Qwen 3.5 35B on LocalAI (Strix Halo): Vulkan / ROCm
Posted by pipould@reddit | LocalLLaMA | View on Reddit | 2 comments
Qwen 3.5 35B on LocalAI: Vulkan vs ROCm
Hey everyone! 👋
Just finished running a bunch of benchmarks on the new Qwen 3.5 35B models using LocalAI and figured I'd share the results. I was curious how Vulkan and ROCm backends stack up against each other for these two different quant/source variants.
Two model variants, each on both Vulkan and ROCm:
| Model | Type | Quant | Source |
|---|---|---|---|
| mudler/Qwen3.5-35B-A3B-APEX-GGUF:Qwen3.5-35B-A3B-APEX-I-Quality.gguf | MoE (3B active) | APEX | mudler |
| unsloth/Qwen3.5-35B-A3B-GGUF:Qwen3.5-35B-A3B-UD-Q4_K_XL.gguf | MoE (3B active) | GGUF | unsloth |
Tool: llama-benchy (via uvx), with prefix caching enabled, generation latency mode, adaptive prompts.
Context depths tested: 0, 4K, 8K, 16K, 32K, 65K, 100K, and up to 200K tokens.
System Environment
Lemonade Version: 10.1.0
OS: Linux-6.19.10-061910-generic (Ubuntu 25.10)
CPU: AMD RYZEN AI MAX+ 395 w/ Radeon 8060S
Shared GPU memory: 118.1 GB
TDP: 85W
vulkan : 'b8681'
rocm : 'b1232'
cpu : 'b8681'
The results
1. Qwen3.5-35B-A3B-APEX-I-Quality (mudler)
(See charts 1 & 2)
On token generation, Vulkan is the clear winner here, consistently outperforming ROCm. At zero context, Vulkan hits ~57.5 t/s compared to ROCm's ~50.0 t/s. As context grows to 100K, Vulkan maintains a healthy ~38.6 t/s while ROCm drops to ~35.7 t/s.
Prompt processing is where ROCm shows its strength, though Vulkan is very competitive. At 4K context, ROCm hits ~885 t/s while Vulkan is at ~759 t/s. The gap remains significant even at higher context depths.
2. Qwen3.5-35B-A3B-ThinkingCoder (unsloth)
(See charts 3 & 4)
This variant follows a very similar pattern.
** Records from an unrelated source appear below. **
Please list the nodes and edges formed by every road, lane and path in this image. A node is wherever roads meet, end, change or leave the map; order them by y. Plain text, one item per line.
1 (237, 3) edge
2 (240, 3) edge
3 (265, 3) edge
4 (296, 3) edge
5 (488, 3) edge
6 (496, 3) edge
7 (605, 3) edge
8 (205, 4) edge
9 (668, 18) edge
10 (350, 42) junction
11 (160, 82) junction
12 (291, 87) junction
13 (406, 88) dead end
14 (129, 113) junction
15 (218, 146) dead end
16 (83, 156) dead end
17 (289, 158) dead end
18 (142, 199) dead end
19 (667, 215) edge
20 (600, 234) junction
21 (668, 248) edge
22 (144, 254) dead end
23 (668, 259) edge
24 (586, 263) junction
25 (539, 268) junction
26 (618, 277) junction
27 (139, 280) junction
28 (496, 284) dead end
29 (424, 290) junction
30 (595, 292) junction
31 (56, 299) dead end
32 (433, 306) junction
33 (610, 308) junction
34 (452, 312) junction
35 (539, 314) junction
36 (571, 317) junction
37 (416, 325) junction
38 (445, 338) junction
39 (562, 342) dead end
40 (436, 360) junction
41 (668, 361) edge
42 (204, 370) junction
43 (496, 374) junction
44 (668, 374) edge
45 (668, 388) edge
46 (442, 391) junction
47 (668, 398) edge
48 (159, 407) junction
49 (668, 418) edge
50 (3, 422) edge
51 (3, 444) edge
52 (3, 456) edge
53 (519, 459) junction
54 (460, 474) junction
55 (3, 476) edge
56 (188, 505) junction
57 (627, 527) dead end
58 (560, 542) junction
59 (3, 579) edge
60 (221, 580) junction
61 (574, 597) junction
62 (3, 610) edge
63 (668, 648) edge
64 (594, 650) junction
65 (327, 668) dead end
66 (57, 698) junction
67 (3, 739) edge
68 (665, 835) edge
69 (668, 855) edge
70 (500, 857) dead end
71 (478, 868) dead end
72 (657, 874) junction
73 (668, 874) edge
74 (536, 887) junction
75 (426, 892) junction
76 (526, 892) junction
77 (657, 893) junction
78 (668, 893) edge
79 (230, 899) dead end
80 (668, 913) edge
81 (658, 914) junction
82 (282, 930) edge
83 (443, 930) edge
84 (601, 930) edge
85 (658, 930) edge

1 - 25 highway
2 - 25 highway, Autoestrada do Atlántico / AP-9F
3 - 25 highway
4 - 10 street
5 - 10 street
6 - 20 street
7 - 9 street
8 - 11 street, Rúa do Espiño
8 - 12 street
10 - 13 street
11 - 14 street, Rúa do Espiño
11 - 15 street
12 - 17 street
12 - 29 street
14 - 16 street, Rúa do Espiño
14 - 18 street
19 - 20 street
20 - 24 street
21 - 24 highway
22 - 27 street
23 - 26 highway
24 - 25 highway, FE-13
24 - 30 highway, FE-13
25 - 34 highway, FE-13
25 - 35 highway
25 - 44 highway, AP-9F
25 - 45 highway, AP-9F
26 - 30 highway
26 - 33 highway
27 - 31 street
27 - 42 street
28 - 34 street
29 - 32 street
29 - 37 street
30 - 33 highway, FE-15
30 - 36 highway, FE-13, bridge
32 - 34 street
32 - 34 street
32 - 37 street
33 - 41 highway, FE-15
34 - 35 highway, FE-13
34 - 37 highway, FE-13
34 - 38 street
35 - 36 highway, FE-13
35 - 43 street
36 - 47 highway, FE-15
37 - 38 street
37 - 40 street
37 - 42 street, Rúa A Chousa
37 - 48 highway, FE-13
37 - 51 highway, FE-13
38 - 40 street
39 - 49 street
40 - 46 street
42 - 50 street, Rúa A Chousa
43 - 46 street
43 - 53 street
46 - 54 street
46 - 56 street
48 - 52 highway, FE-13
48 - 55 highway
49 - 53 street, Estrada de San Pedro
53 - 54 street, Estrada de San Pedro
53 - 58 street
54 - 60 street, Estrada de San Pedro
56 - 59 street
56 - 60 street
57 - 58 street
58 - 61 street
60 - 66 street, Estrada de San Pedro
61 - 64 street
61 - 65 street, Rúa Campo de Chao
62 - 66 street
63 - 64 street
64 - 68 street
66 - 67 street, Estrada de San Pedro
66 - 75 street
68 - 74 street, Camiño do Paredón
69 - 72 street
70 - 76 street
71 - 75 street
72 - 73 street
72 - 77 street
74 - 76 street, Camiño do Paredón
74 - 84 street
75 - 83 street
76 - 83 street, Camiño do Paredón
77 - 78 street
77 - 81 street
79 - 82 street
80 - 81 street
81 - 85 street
On token generation, Vulkan again takes the lead, starting at ~53.3 t/s (vs ROCm's ~46.6 t/s) and maintaining a lead even at 100K context.
Prompt processing is notably faster on ROCm, hitting ~1052 t/s at 2K context, whereas Vulkan is around ~798 t/s.
| Gen Speed Winner | Prompt Processing Winner | |
|---|---|---|
| APEX-I-Quality | Vulkan | ROCm |
| ThinkingCoder | Vulkan | ROCm |
Big picture:
- 🔧 Vulkan favors generation speed, ROCm favors prompt processing.
- 🚀 Both backends scale well into very large context windows (up to 200K).
- 🎯 Vulkan provides a consistent ~10-15% boost in generation throughput for these Qwen 3.5 MoE models.
- 🧊 Prefix caching was on for all tests, helping maintain performance at higher depths.
For day-to-day use, if you want the fastest response time per token, Vulkan is the way to go. If you are processing massive amounts of text in a single prompt, ROCm might give you the edge.
*Benchmarks done with llama-benchy.
crowtain@reddit
The speed per active param seems still lower than old Qwen3, are there any hope to see it improve with time?
at Q8 it's nearly as slow as Minimax Q3 K_L,
VoiceApprehensive893@reddit
rocm for me likes to gpu hang on prompt processing a lot(llama.cpp)